Kategorie: Recht Lesezeit: ca. 4 Min. Von: WeFixGraffiti.de

“Ist das nicht eigentlich Kunst?” ist eine der häufigsten Fragen, die uns bei der Graffitientfernung begegnen — vor allem bei aufwendigen, farbenfrohen Arbeiten. Rechtlich ist die Antwort eindeutiger, als viele erwarten.

Der entscheidende Faktor: Zustimmung, nicht Qualität

Ob ein Werk als “Street Art” oder “Graffiti” bezeichnet wird, ist eine ästhetische Einordnung — keine rechtliche. Nach § 303 StGB (Sachbeschädigung) ist entscheidend, ob die Verzierung, Beschriftung oder Veränderung einer fremden Sache mit Zustimmung des Eigentümers erfolgte. Ohne Zustimmung ist es Sachbeschädigung — unabhängig davon, wie kunstvoll das Ergebnis ist.

Das bedeutet konkret: Ein aufwendiges, mehrfarbiges Wandbild von einem bekannten Street-Art-Künstler ist ohne Erlaubnis genauso strafbar wie ein hingekritzelter Tag. Die künstlerische Bewertung spielt für die strafrechtliche Einordnung keine Rolle.

Warum die Unterscheidung trotzdem im Alltag existiert

In der öffentlichen Debatte wird oft zwischen “wertvoller” Street Art und “wertlosem” Vandalismus unterschieden.
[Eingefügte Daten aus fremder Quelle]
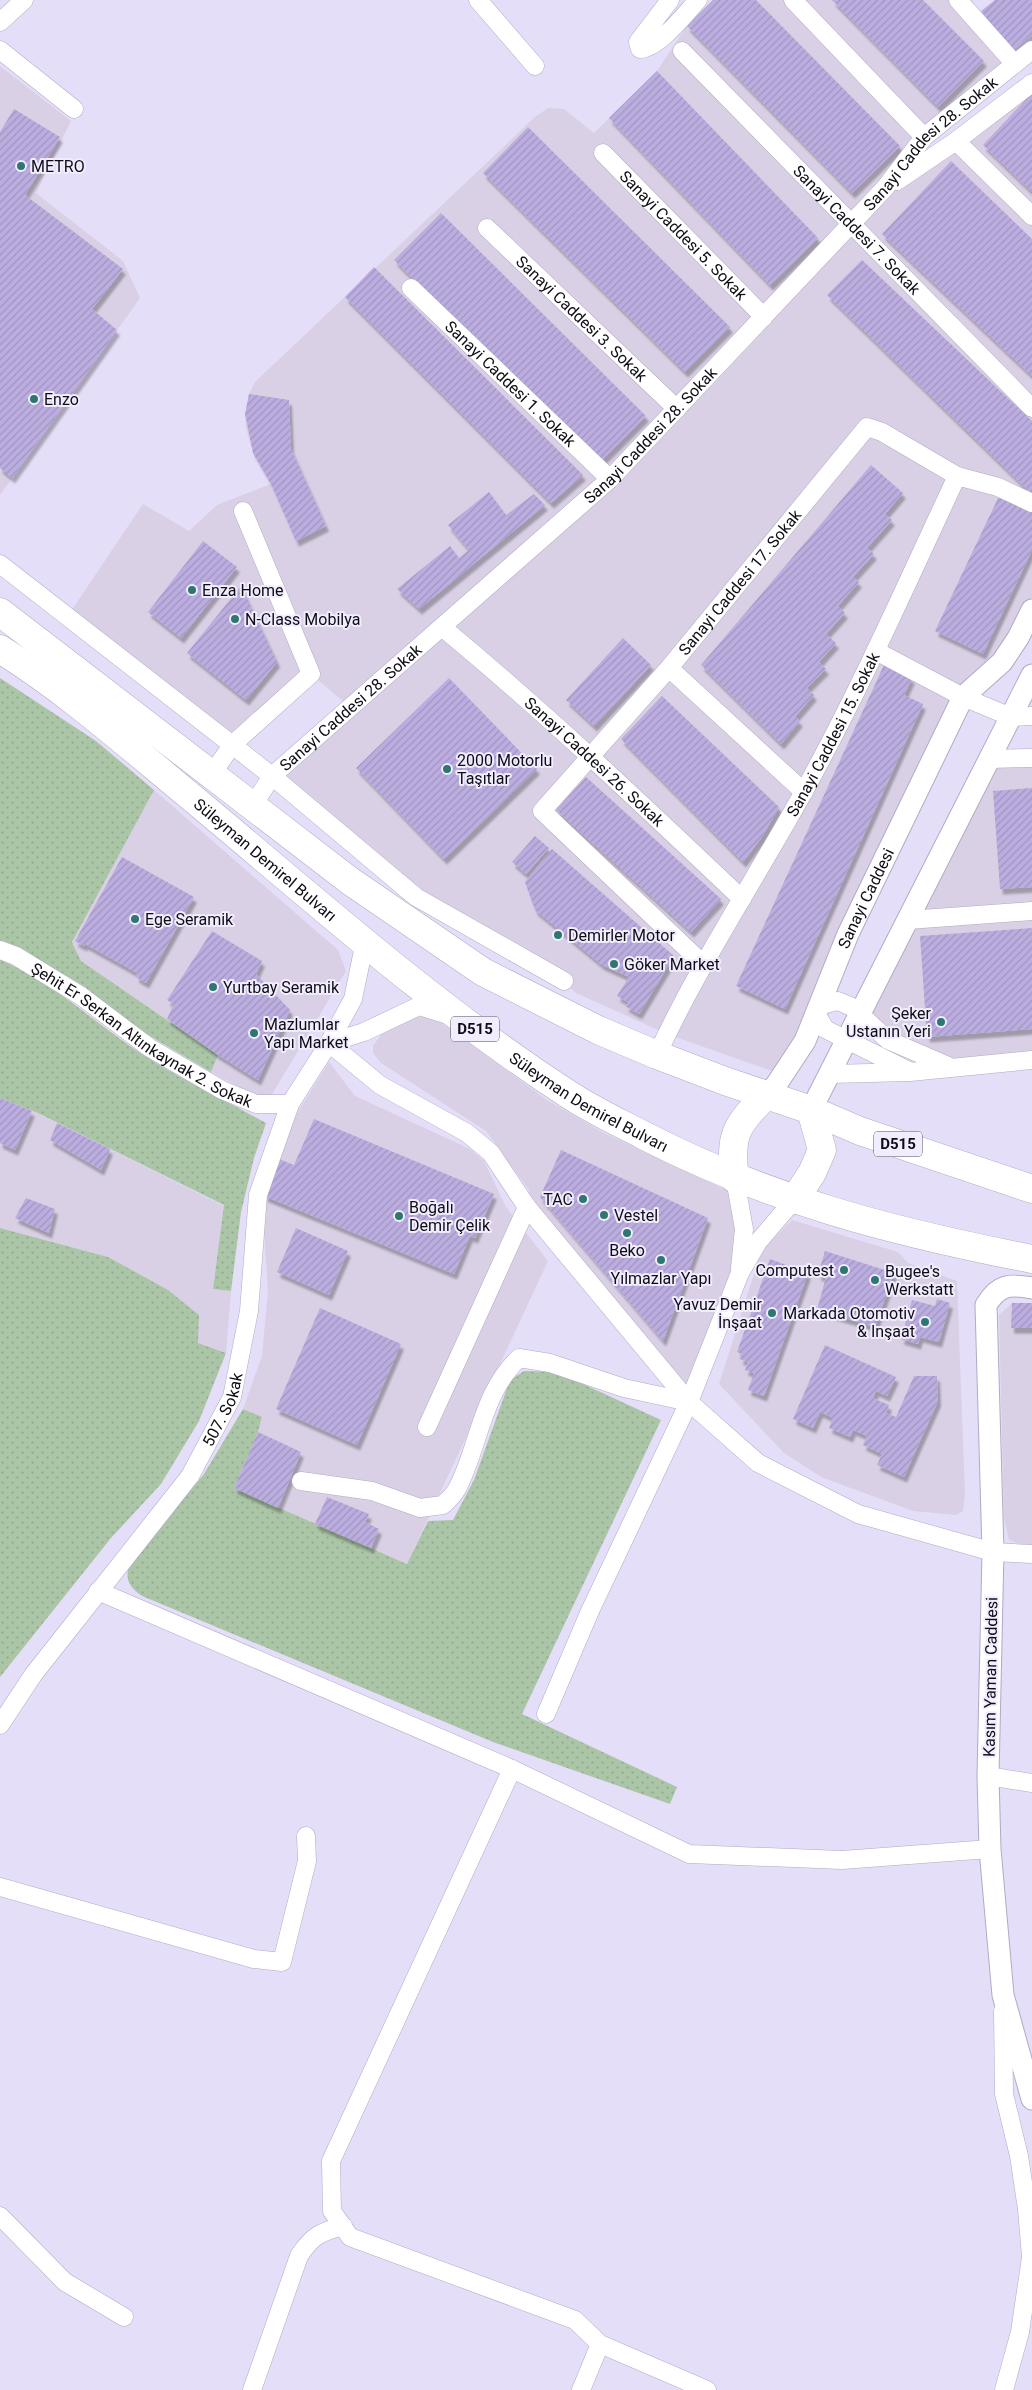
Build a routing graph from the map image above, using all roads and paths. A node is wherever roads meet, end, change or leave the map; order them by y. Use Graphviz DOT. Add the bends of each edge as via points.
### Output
graph roads {
  1 [pos="24,0"];
  2 [pos="478,0"];
  3 [pos="670,0"];
  4 [pos="698,0"];
  5 [pos="793,0"];
  6 [pos="965,2"];
  7 [pos="0,22"];
  8 [pos="0,50"];
  9 [pos="1032,50"];
  10 [pos="682,51"];
  11 [pos="1014,63"];
  12 [pos="536,66"];
  13 [pos="1032,83"];
  14 [pos="74,109"];
  15 [pos="924,137"];
  16 [pos="956,141"];
  17 [pos="603,153"];
  18 [pos="885,188"];
  19 [pos="1032,216"];
  20 [pos="850,225"];
  21 [pos="487,228"];
  22 [pos="411,288"];
  23 [pos="764,317"];
  24 [pos="1032,408"];
  25 [pos="677,409"];
  26 [pos="957,476"];
  27 [pos="610,480"];
  28 [pos="1032,503"];
  29 [pos="243,511"];
  30 [pos="0,564"];
  31 [pos="0,606"];
  32 [pos="1032,610"];
  33 [pos="0,612"];
  34 [pos="443,628"];
  35 [pos="28,632"];
  36 [pos="876,651"];
  37 [pos="5,653"];
  38 [pos="669,668"];
  39 [pos="1032,675"];
  40 [pos="962,697"];
  41 [pos="1032,716"];
  42 [pos="1011,717"];
  43 [pos="232,744"];
  44 [pos="592,756"];
  45 [pos="1032,758"];
  46 [pos="989,760"];
  47 [pos="212,774"];
  48 [pos="272,776"];
  49 [pos="804,792"];
  50 [pos="253,806"];
  51 [pos="742,900"];
  52 [pos="1032,911"];
  53 [pos="908,920"];
  54 [pos="365,941"];
  55 [pos="0,950"];
  56 [pos="704,965"];
  57 [pos="564,981"];
  58 [pos="819,1010"];
  59 [pos="860,1016"];
  60 [pos="463,1020"];
  61 [pos="847,1040"];
  62 [pos="329,1043"];
  63 [pos="658,1054"];
  64 [pos="1032,1060"];
  65 [pos="950,1067"];
  66 [pos="910,1072"];
  67 [pos="830,1074"];
  68 [pos="766,1095"];
  69 [pos="290,1104"];
  70 [pos="811,1110"];
  71 [pos="735,1179"];
  72 [pos="1032,1189"];
  73 [pos="794,1200"];
  74 [pos="527,1207"];
  75 [pos="1032,1259"];
  76 [pos="740,1273"];
  77 [pos="1032,1288"];
  78 [pos="689,1402"];
  79 [pos="426,1427"];
  80 [pos="301,1481"];
  81 [pos="993,1552"];
  82 [pos="1032,1554"];
  83 [pos="98,1591"];
  84 [pos="546,1714"];
  85 [pos="0,1725"];
  86 [pos="512,1769"];
  87 [pos="988,1776"];
  88 [pos="1032,1783"];
  89 [pos="306,1836"];
  90 [pos="990,1849"];
  91 [pos="0,1887"];
  92 [pos="1003,1995"];
  93 [pos="1032,2100"];
  94 [pos="0,2216"];
  95 [pos="342,2226"];
  96 [pos="124,2317"];
  97 [pos="600,2344"];
  98 [pos="252,2390"];
  99 [pos="581,2390"];
  100 [pos="707,2390"];
  101 [pos="1004,2390"];
  1 -- 7 [label="street"];
  2 -- 12 [label="street"];
  3 -- 4 [label="street" via="638,42 640,49 647,48 665,34"];
  5 -- 15 [label="street"];
  6 -- 11 [label="street"];
  8 -- 14 [label="street"];
  9 -- 11 [label="street, Sanayi Caddesi 28. Sokak"];
  10 -- 20 [label="street, Sanayi Caddesi 7. Sokak"];
  11 -- 15 [label="street, Sanayi Caddesi 28. Sokak"];
  13 -- 16 [label="street"];
  15 -- 18 [label="street, Sanayi Caddesi 28. Sokak"];
  16 -- 18 [label="street"];
  16 -- 19 [label="street"];
  17 -- 23 [label="street, Sanayi Caddesi 5. Sokak"];
  18 -- 20 [label="street, Sanayi Caddesi 28. Sokak"];
  20 -- 23 [label="street, Sanayi Caddesi 28. Sokak"];
  20 -- 24 [label="street, Sanayi Caddesi 7. Sokak"];
  21 -- 25 [label="street, Sanayi Caddesi 3. Sokak"];
  22 -- 27 [label="street, Sanayi Caddesi 1. Sokak"];
  23 -- 25 [label="street, Sanayi Caddesi 28. Sokak"];
  25 -- 27 [label="street, Sanayi Caddesi 28. Sokak"];
  26 -- 28 [label="street" via="998,487"];
  26 -- 36 [label="street, Sanayi Caddesi 15. Sokak"];
  26 -- 38 [label="street, Sanayi Caddesi 17. Sokak" via="882,432 867,427"];
  27 -- 34 [label="street, Sanayi Caddesi 28. Sokak"];
  29 -- 43 [label="street" via="310,674"];
  30 -- 43 [label="street"];
  31 -- 35 [label="highway"];
  32 -- 40 [label="street, Sanayi Caddesi" via="1002,662"];
  33 -- 35 [label="highway, Süleyman Demirel Bulvarı / D515"];
  34 -- 44 [label="street, Sanayi Caddesi 26. Sokak"];
  34 -- 48 [label="street, Sanayi Caddesi 28. Sokak"];
  35 -- 47 [label="highway, Süleyman Demirel Bulvarı / D515"];
  36 -- 40 [label="street"];
  36 -- 49 [label="street, Sanayi Caddesi 15. Sokak"];
  37 -- 54 [label="highway, Süleyman Demirel Bulvarı / D515" via="92,714"];
  38 -- 44 [label="street, Sanayi Caddesi 17. Sokak"];
  38 -- 49 [label="street"];
  39 -- 42 [label="street"];
  40 -- 42 [label="street"];
  40 -- 58 [label="street, Sanayi Caddesi" via="848,934"];
  41 -- 42 [label="street"];
  42 -- 46 [label="street"];
  43 -- 47 [label="street"];
  43 -- 48 [label="street"];
  44 -- 51 [label="street, Sanayi Caddesi 26. Sokak"];
  44 -- 56 [label="street, Sanayi Caddesi 17. Sokak" via="542,811"];
  45 -- 46 [label="street"];
  46 -- 53 [label="street"];
  47 -- 50 [label="highway, Süleyman Demirel Bulvarı / D515"];
  48 -- 50 [label="street, Sanayi Caddesi 28. Sokak"];
  48 -- 57 [label="street" via="416,897"];
  49 -- 51 [label="street, Sanayi Caddesi 15. Sokak"];
  50 -- 63 [label="highway, Süleyman Demirel Bulvarı / D515" via="350,881 483,972 598,1030"];
  51 -- 56 [label="street, Sanayi Caddesi 15. Sokak"];
  52 -- 53 [label="street"];
  53 -- 59 [label="street"];
  54 -- 60 [label="highway, Süleyman Demirel Bulvarı / D515"];
  54 -- 62 [label="street, 507. Sokak" via="353,999"];
  55 -- 69 [label="street, Şehit Er Serkan Altınkaynak 2. Sokak" via="16,956 81,996 150,1048 222,1090 256,1104"];
  56 -- 63 [label="street, Sanayi Caddesi 15. Sokak"];
  58 -- 59 [label="street" via="838,1001 852,1007"];
  58 -- 61 [label="street" via="825,1029"];
  58 -- 68 [label="street, Sanayi Caddesi" via="805,1041"];
  59 -- 61 [label="street"];
  59 -- 65 [label="street" via="888,1040"];
  60 -- 62 [label="street" via="419,1006 364,1032"];
  60 -- 71 [label="highway, Süleyman Demirel Bulvarı / D515" via="571,1096 689,1159"];
  61 -- 66 [label="street"];
  61 -- 67 [label="street"];
  62 -- 69 [label="street, 507. Sokak"];
  62 -- 74 [label="street" via="380,1085 467,1134 491,1153"];
  63 -- 68 [label="highway, Süleyman Demirel Bulvarı / D515"];
  64 -- 65 [label="street"];
  65 -- 66 [label="street"];
  66 -- 67 [label="street"];
  67 -- 70 [label="street"];
  68 -- 70 [label="highway, Süleyman Demirel Bulvarı / D515"];
  68 -- 71 [label="highway" via="734,1133 732,1157"];
  69 -- 83 [label="street, 507. Sokak" via="258,1195 249,1311 232,1397 190,1476"];
  70 -- 72 [label="highway, Süleyman Demirel Bulvarı / D515" via="860,1131"];
  70 -- 73 [label="highway" via="822,1150 812,1173"];
  71 -- 73 [label="highway, Süleyman Demirel Bulvarı / D515"];
  71 -- 76 [label="street" via="744,1229"];
  73 -- 75 [label="highway, Süleyman Demirel Bulvarı / D515" via="919,1236"];
  73 -- 76 [label="street" via="758,1242"];
  74 -- 78 [label="street"];
  74 -- 79 [label="street"];
  76 -- 78 [label="street"];
  77 -- 81 [label="street, Kasım Yaman Caddesi" via="1013,1284 994,1292 986,1304"];
  78 -- 80 [label="street" via="624,1388 550,1363 519,1358 506,1370 490,1402 458,1488 443,1505 420,1508 372,1490"];
  78 -- 81 [label="street" via="758,1463 858,1514"];
  78 -- 84 [label="street" via="590,1611"];
  81 -- 82 [label="street"];
  81 -- 87 [label="street, Kasım Yaman Caddesi"];
  83 -- 85 [label="street, 507. Sokak" via="33,1675"];
  83 -- 86 [label="street"];
  86 -- 90 [label="street" via="689,1854 842,1860"];
  86 -- 95 [label="street" via="331,2162 332,2211"];
  87 -- 88 [label="street"];
  87 -- 90 [label="street, Kasım Yaman Caddesi"];
  89 -- 91 [label="street" via="307,1861 282,1962 254,1959"];
  90 -- 92 [label="street, Kasım Yaman Caddesi"];
  92 -- 93 [label="street, Kasım Yaman Caddesi"];
  92 -- 101 [label="street" via="1004,2094 1020,2165 1031,2257 1020,2332"];
  94 -- 96 [label="street" via="65,2282"];
  95 -- 97 [label="street" via="350,2238 575,2320"];
  95 -- 98 [label="street" via="309,2240 299,2256"];
  97 -- 99 [label="street"];
  97 -- 100 [label="street"];
}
Diese Unterscheidung hat praktische Relevanz für:

  • Städtische Duldung: Manche Kommunen tolerieren bestimmte Werke informell oder weisen legale Flächen aus.
  • Versicherungsfragen: Manche Versicherer differenzieren in der Schadensbewertung, ob ein Werk als reine Beschädigung oder als anerkanntes Kunstwerk gilt — mit Auswirkung auf die Bearbeitung.
  • Öffentliche Wahrnehmung: Ein bekanntes Werk zu entfernen, kann öffentliche Diskussion auslösen — rechtlich ändert das nichts an Ihrer Entscheidungsfreiheit.

Ihr Recht als Eigentümer

Als Eigentümer entscheiden Sie allein, was mit Ihrer Fassade geschieht — unabhängig davon, wie ein Werk öffentlich bewertet wird. Es gibt in Deutschland keine gesetzliche Verpflichtung, unerlaubt angebrachte Kunst zu erhalten, selbst wenn sie mediale Aufmerksamkeit bekommt. Sie können ein Werk jederzeit entfernen lassen.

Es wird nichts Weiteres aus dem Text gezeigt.